[Saved data entries]
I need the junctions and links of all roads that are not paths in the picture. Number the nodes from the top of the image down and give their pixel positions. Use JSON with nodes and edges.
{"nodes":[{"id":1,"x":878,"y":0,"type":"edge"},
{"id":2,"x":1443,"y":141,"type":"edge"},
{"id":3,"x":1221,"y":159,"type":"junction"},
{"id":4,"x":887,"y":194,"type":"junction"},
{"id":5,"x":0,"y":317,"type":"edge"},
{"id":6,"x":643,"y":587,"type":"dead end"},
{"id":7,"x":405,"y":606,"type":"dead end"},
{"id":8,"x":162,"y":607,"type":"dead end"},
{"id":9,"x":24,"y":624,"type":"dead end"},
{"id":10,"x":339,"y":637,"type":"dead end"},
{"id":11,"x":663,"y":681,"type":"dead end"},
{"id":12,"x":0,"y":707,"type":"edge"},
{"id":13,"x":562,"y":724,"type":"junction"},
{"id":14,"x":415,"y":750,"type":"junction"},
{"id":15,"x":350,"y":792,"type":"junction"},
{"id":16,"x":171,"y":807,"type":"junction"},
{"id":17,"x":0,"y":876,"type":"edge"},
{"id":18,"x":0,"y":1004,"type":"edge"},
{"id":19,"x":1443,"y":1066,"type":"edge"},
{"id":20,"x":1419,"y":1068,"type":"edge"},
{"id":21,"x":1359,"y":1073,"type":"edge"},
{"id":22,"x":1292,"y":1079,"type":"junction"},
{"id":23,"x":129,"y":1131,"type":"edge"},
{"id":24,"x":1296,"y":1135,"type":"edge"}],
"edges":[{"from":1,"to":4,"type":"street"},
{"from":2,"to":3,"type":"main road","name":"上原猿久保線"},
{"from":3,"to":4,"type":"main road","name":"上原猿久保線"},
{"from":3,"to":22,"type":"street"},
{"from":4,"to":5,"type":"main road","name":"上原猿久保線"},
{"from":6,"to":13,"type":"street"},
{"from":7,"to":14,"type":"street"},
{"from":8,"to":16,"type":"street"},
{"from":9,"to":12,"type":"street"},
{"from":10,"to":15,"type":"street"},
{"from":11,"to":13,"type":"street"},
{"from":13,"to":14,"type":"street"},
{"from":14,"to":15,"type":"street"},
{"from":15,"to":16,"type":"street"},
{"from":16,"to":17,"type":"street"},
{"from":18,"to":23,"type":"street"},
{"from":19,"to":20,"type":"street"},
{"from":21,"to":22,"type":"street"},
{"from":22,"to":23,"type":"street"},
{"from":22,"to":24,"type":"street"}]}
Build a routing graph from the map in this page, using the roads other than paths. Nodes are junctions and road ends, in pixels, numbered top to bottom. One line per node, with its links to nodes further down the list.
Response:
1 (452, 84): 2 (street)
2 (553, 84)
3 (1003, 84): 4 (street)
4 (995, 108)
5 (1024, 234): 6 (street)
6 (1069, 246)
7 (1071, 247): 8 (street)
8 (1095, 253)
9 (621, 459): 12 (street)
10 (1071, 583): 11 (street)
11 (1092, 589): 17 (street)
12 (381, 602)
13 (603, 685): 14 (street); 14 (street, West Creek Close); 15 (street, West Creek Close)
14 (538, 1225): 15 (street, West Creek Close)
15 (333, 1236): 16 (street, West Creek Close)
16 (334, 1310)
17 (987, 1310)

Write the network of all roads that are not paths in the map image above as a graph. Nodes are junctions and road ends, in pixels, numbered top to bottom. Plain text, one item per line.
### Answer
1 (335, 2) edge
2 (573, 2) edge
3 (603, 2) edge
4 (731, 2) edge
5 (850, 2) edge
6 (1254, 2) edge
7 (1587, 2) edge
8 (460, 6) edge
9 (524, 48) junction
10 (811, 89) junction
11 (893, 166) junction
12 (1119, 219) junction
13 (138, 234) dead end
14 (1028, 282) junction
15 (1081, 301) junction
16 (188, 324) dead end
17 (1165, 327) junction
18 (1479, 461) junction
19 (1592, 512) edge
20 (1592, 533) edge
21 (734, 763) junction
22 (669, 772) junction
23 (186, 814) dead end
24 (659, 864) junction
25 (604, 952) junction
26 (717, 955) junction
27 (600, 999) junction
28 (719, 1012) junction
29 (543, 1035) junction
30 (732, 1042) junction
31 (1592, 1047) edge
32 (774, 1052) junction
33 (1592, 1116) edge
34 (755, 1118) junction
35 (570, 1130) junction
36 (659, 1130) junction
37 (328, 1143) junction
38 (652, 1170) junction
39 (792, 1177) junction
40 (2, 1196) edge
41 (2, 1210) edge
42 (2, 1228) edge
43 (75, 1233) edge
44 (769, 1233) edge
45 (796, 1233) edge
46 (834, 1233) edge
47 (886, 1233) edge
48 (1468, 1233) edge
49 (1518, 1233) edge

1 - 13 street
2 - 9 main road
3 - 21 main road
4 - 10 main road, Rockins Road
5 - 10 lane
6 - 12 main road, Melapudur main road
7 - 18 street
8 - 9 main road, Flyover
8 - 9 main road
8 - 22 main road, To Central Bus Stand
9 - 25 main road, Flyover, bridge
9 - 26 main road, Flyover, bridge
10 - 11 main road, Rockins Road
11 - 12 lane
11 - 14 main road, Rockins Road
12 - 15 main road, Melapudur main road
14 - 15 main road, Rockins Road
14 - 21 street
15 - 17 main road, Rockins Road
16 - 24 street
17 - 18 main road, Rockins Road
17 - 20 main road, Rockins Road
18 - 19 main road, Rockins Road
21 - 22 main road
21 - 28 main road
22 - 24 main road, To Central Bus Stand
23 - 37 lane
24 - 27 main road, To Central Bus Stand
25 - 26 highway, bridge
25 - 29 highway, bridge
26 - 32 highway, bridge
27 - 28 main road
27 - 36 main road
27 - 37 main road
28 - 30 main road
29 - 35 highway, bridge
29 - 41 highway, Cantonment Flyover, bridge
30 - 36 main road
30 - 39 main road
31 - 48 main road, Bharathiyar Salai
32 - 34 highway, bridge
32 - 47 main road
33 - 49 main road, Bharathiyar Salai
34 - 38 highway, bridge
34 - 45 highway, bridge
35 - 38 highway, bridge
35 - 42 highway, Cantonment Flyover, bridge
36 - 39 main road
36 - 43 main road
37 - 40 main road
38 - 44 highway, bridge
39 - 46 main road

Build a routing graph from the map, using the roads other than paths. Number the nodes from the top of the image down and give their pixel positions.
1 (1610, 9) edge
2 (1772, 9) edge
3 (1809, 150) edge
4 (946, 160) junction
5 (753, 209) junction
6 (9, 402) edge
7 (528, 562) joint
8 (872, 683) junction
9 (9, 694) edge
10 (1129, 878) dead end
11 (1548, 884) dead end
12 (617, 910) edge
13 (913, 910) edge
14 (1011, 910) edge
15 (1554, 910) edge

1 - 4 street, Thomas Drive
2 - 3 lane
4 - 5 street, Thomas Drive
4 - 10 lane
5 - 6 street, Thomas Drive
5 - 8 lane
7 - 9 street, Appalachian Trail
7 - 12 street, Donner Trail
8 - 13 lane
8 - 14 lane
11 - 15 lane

Your instructions:
Print nothing but the lines from the line with "Build a routing graph from the map, using" to the last line of the records above. Both of those lines count.

Task response:
Build a routing graph from the map, using the roads other than paths. Number the nodes from the top of the image down and give their pixel positions.
1 (1610, 9) edge
2 (1772, 9) edge
3 (1809, 150) edge
4 (946, 160) junction
5 (753, 209) junction
6 (9, 402) edge
7 (528, 562) joint
8 (872, 683) junction
9 (9, 694) edge
10 (1129, 878) dead end
11 (1548, 884) dead end
12 (617, 910) edge
13 (913, 910) edge
14 (1011, 910) edge
15 (1554, 910) edge

1 - 4 street, Thomas Drive
2 - 3 lane
4 - 5 street, Thomas Drive
4 - 10 lane
5 - 6 street, Thomas Drive
5 - 8 lane
7 - 9 street, Appalachian Trail
7 - 12 street, Donner Trail
8 - 13 lane
8 - 14 lane
11 - 15 lane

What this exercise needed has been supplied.